O sea, no le pongan mucha crema a sus tacos quienes ante la falta de logros y reflujo mediático que los afecta, pretenden engordar el caldo presidencial con estupideces. 

Por otra parte, al modo del presidente municipal de Hermosillo, Antonio Astiazarán, sin andar tratando de justificar o culpar al pasado, da otra buena nota al presentar 25 nuevos camiones para la recolección de basura, con las cuales dobla el número de unidades para la prestación de ese servicio público, además de 10 pipas para auxiliar en caso de emergencia. 

Destacadas las habilidades financieras del munícipe y su equipo para poder hacer ese tipo de operaciones de beneficio a los capitalinos, quienes también ponemos nuestra parte al pagar a tiempo nuestras obligaciones como contribuyentes, que junto a la reducción de la democracia y del gasto corriente, han permitido disponer de recursos para esas adquisiciones y desplegar un amplio programa de obras para rehabilitación de vialidades, mientras que otros ayuntamientos piden chichi al gobierno estatal o a la federación. 

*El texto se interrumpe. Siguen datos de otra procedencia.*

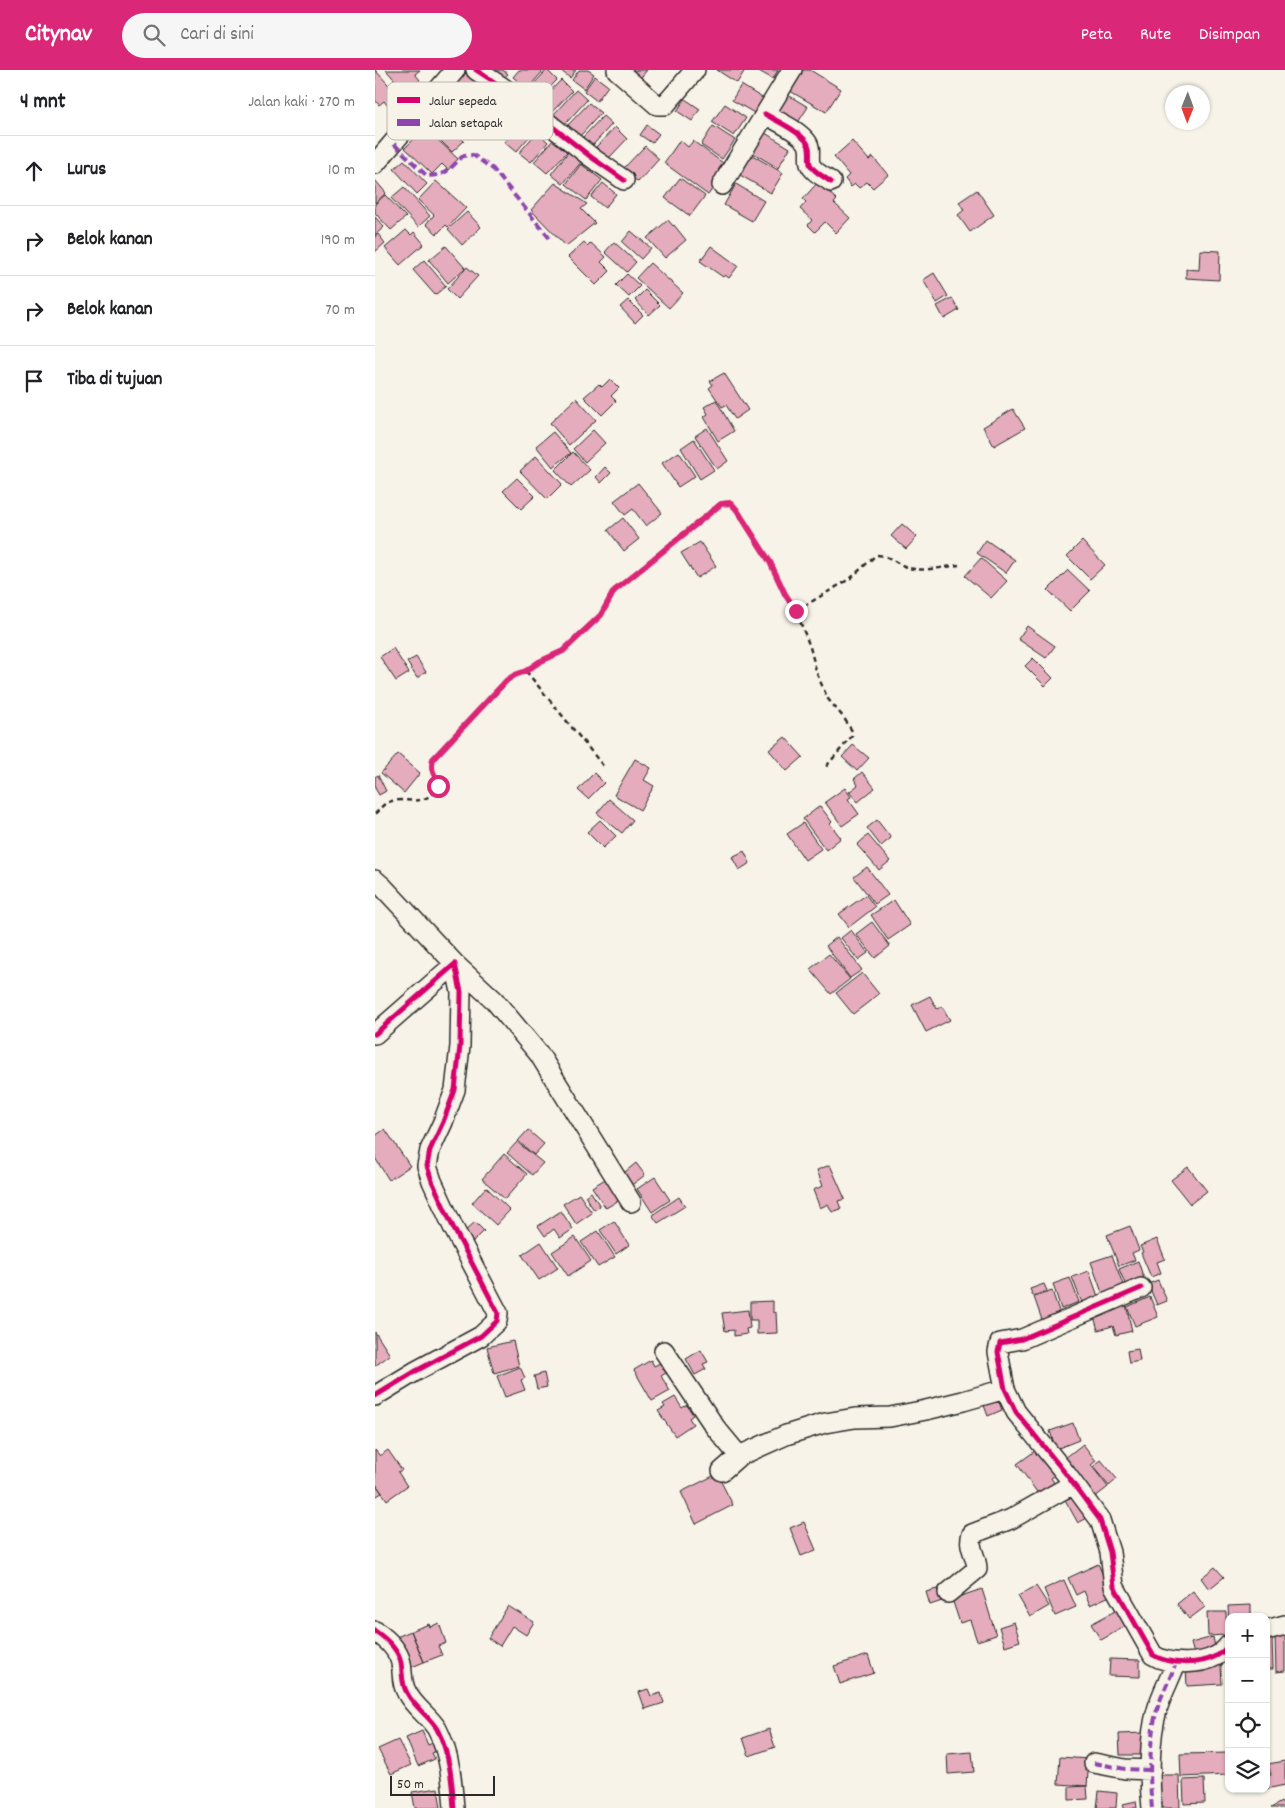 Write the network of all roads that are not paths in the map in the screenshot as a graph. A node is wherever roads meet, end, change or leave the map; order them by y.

Por lo demás, pues si, le creció un enano al gobernador Durazo Montaño, quien ahora deberá lidiar con un sujeto cuya última ocurrencia es cuestionar la eventual construcción de al menos 10 libramientos de cuota, para aliviar del tránsito pesado a diversas ciudades del estado y que representarán un salto a la modernidad en tránsito vehicular y vialidades. 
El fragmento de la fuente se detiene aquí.